I've been to Grange over Sands, but it was more like Grange over grass!
And I also watch Great British Menu (although it usually provokes homocidal tendencies - Jennie Bond is just so wrong).
So I get two points.
Kaz, does this mean you've driven two blokes to drink? Or was it Jazz 'n Folk?
It is a grassy beach, at Grange, isn't it?
And Jennie Bond is completely rubbish but I had no idea she was gay.
View:
Well I don't suppose Heather Mills is likely to do it.
I really went for some sea air.
Anx:
Point 1: Yes - the grass is spreading daily. Even with my bins I couldn't get near enough to the shore to see the waders.
Point 2: Jennie was good in the jungle - I see Murph's trying to start a rumour.
Murph:
I know that dog is man's best friend - but I thought that included women as well.
Obviously not.
Perhaps I did drive them both to drink .... runs off to make appointment with shrink.
You may have dropped them off at the pub once or twice, that was all Kaz. I thought that Katy was a bitch on the Apprentice last week - she always has a glass in her hand but said the Lancashire bloke only had two friends .."Mr Pinot and Mr Grigio".
It was the "homocidal tendencies" that Anx mentioned in connection with Jennie B. (in case there are any lawyers reading this).

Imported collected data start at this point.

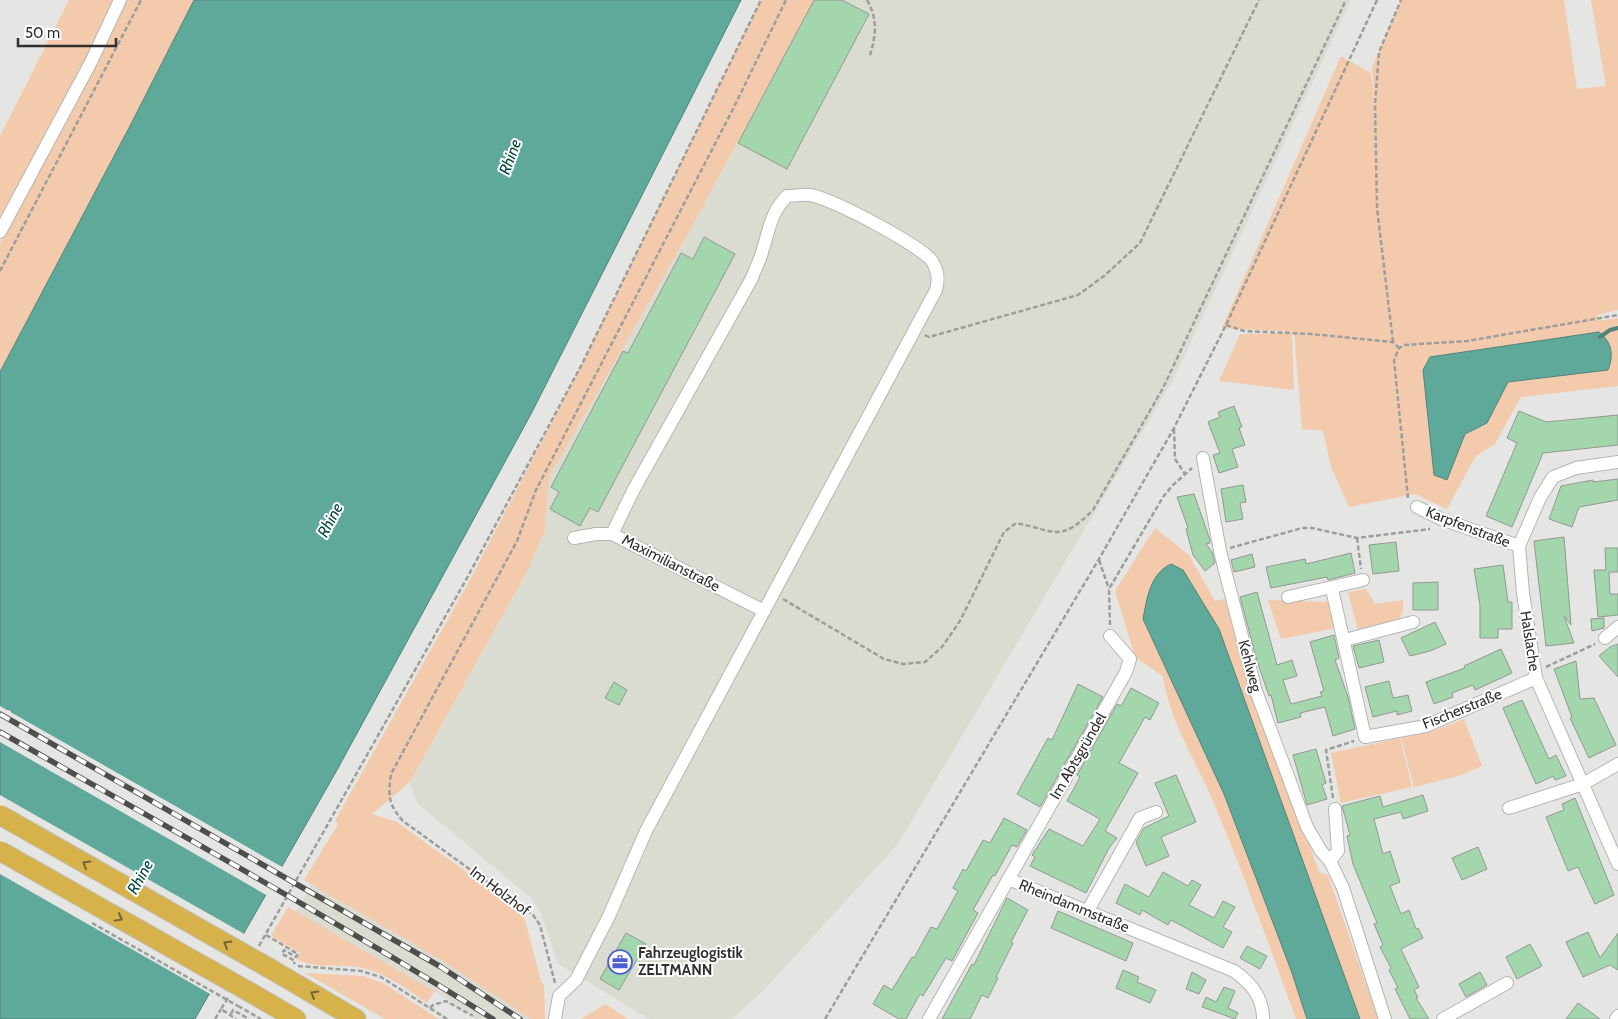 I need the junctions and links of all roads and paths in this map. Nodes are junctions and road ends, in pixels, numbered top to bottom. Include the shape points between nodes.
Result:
1 (120, 0) edge
2 (141, 0) edge
3 (761, 0) edge
4 (786, 0) edge
5 (867, 0) edge
6 (1259, 0) edge
7 (1346, 0) edge
8 (1377, 0) edge
9 (1401, 0) edge
10 (870, 56) dead end
11 (0, 232) edge
12 (0, 271) edge
13 (1618, 315) edge
14 (1226, 325) junction
15 (915, 330) junction
16 (1393, 342) junction
17 (1399, 348) junction
18 (1174, 428) junction
19 (1203, 458) joint
20 (1618, 462) edge
21 (1185, 474) junction
22 (1417, 507) joint
23 (1441, 519) junction
24 (612, 534) junction
25 (574, 538) dead end
26 (1357, 538) junction
27 (1519, 546) junction
28 (1220, 551) junction
29 (1099, 560) junction
30 (1362, 580) joint
31 (1109, 589) junction
32 (1332, 589) junction
33 (774, 594) junction
34 (1288, 597) dead end
35 (764, 612) junction
36 (1413, 622) dead end
37 (1618, 627) edge
38 (1110, 636) joint
39 (1605, 638) joint
40 (1345, 640) junction
41 (1536, 674) junction
42 (1365, 737) junction
43 (1618, 764) edge
44 (1583, 784) junction
45 (1509, 808) dead end
46 (1335, 809) joint
47 (1156, 812) dead end
48 (0, 815) edge
49 (0, 851) edge
50 (1330, 861) junction
51 (1618, 864) edge
52 (1008, 879) junction
53 (1087, 912) junction
54 (85, 919) dead end
55 (266, 935) junction
56 (256, 951) dead end
57 (278, 956) dead end
58 (293, 966) junction
59 (1507, 983) dead end
60 (231, 992) dead end
61 (559, 996) junction
62 (430, 1008) junction
63 (222, 1009) junction
64 (231, 1014) junction
65 (473, 1016) dead end
66 (1618, 1016) edge
67 (215, 1019) edge
68 (236, 1019) edge
69 (249, 1019) edge
70 (261, 1019) edge
71 (296, 1019) edge
72 (356, 1019) edge
73 (447, 1019) edge
74 (555, 1019) edge
75 (824, 1019) edge
76 (929, 1019) edge
77 (1263, 1019) edge
78 (1385, 1019) edge
79 (1443, 1019) edge
80 (1616, 1019) edge

1 - 11 street via 91,62
2 - 12 path
3 - 55 path via 582,364 467,578
4 - 61 path, Im Holzhof via 536,490 517,541 391,774 388,791 392,808 403,821 533,915 540,925
5 - 10 path via 877,33
6 - 15 path via 1140,243 1078,295 929,337
7 - 33 path via 1163,388 1093,510 1077,526 1062,532 1050,533 1016,523 1004,532 960,621 942,647 924,662 904,664 884,659
8 - 14 path
9 - 16 path via 1379,52 1375,105 1377,208
13 - 17 path via 1467,341
14 - 16 path via 1244,332
14 - 18 path
15 - 24 street via 938,281 937,270 925,254 829,201 810,195 787,196 776,208 752,278
15 - 33 street
16 - 17 path
17 - 22 path via 1394,360 1408,498
18 - 21 path via 1175,459
18 - 29 path
19 - 21 path
19 - 28 street, Kehlweg
20 - 27 street, Halslache via 1576,468 1553,476
21 - 31 path via 1163,497
22 - 23 street, Karpfenstraße
23 - 26 path via 1438,527
23 - 27 street, Karpfenstraße
24 - 25 street, Maximilianstraße
24 - 35 street, Maximilianstraße
26 - 28 path via 1302,528
26 - 30 path
27 - 41 street, Halslache
28 - 50 street, Kehlweg via 1256,691 1307,827
29 - 31 path
29 - 75 path
30 - 32 street
31 - 38 path
32 - 34 street
32 - 40 street
33 - 35 street
35 - 61 street via 646,831 609,916 576,980
36 - 40 street
37 - 39 street
38 - 52 street, Im Abtsgründel via 1130,659 1126,672
39 - 41 path
40 - 42 street
41 - 42 street, Fischerstraße via 1426,726
41 - 44 street, Halslache
42 - 46 path via 1326,750
43 - 44 street
44 - 45 street
44 - 51 street, Halslache
46 - 50 street via 1338,851
47 - 53 street via 1140,818
72 -> 48 highway, bridge
49 -> 71 highway, bridge
50 - 78 street, Kehlweg via 1343,888
52 - 53 street, Rheindammstraße
52 - 76 street, Rheindammstraße
53 - 77 street, Rheindammstraße via 1234,971 1248,980 1257,994
54 - 70 path, bridge
55 - 56 path
55 - 58 path via 298,954 284,950 282,954 296,961
57 - 58 path
58 - 62 path via 347,969 381,977
59 - 79 street
60 - 63 path
61 - 74 street
62 - 65 path via 446,1001
62 - 73 path
63 - 64 path
63 - 67 path
64 - 68 path
64 - 69 path via 233,1010
66 - 80 street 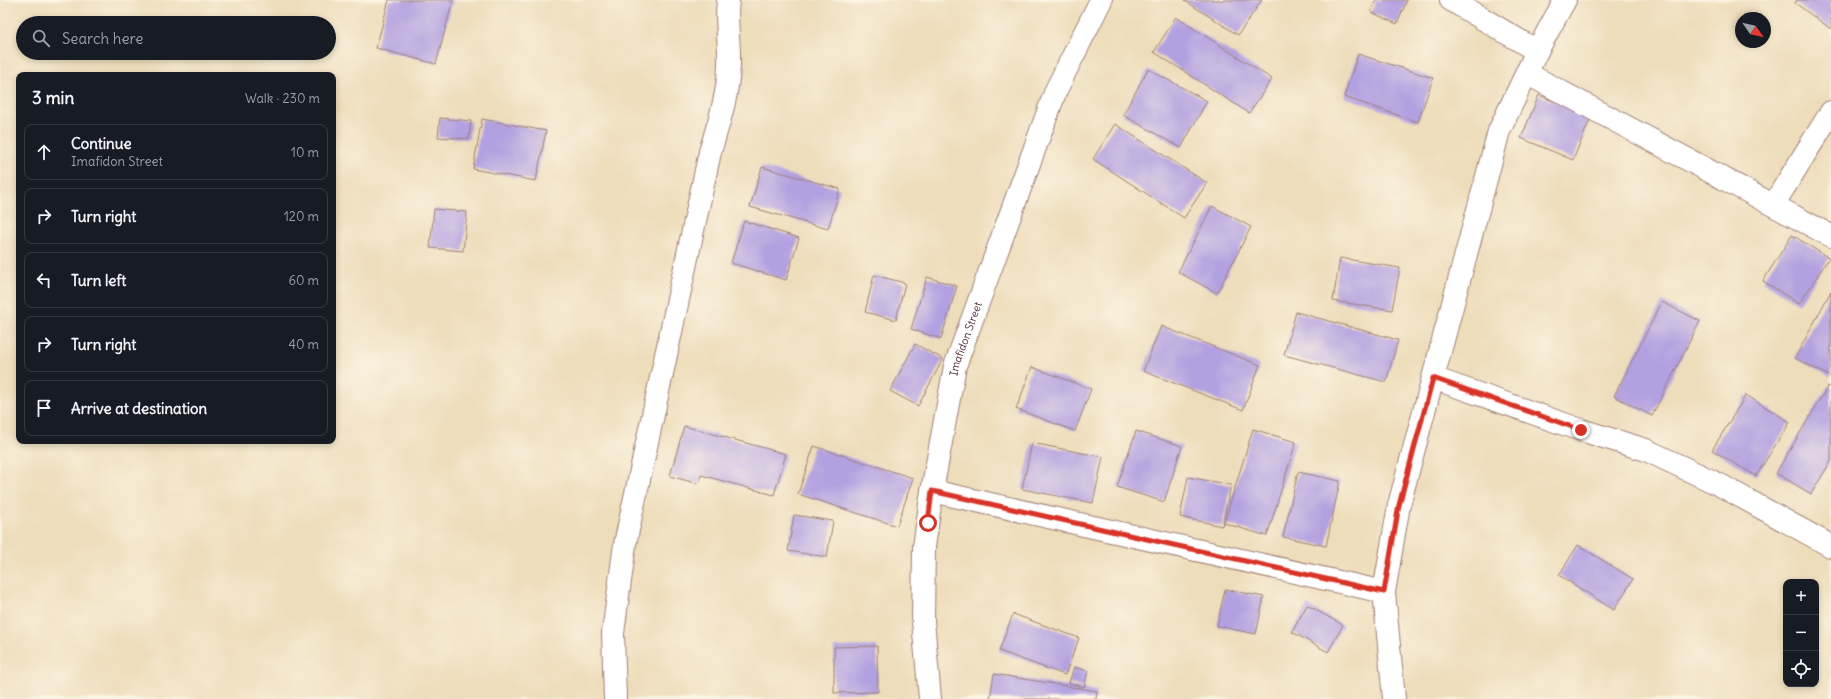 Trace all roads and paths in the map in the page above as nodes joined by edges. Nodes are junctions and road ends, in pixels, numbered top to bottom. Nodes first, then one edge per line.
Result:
1 (728, 0) edge
2 (1101, 0) edge
3 (1451, 0) edge
4 (1565, 0) edge
5 (1537, 51) junction
6 (1526, 73) junction
7 (1831, 112) edge
8 (1780, 194) dead end
9 (1831, 236) edge
10 (1433, 378) junction
11 (932, 491) junction
12 (1831, 546) edge
13 (1384, 592) junction
14 (615, 699) edge
15 (930, 699) edge
16 (1394, 699) edge

1 - 14 street
2 - 11 street, Imafidon Street
3 - 5 street
4 - 5 street
5 - 6 street
6 - 9 street
6 - 10 street
7 - 8 street
10 - 12 street
10 - 13 street
11 - 13 street
11 - 15 street, Imafidon Street
13 - 16 street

Anyway, stay away from the shrink. You're short enough!.
*slinks off to start digging large hole*
Tee Hee - Kev prefers Ms Stella and Mrs Artois.
Have you ever heard of Canicidal tendencies? You may need that hole very soon!
This is all above me! I'm off to the "Bide a wee" rest home.
I should know better than to blog-read before I've had my morning coffee.
I misread "I was on his couch covered with 2 coats" as "I was on his couch covered with 2 goats."
Excuse me but it's still quite early here on the west coast of Canada.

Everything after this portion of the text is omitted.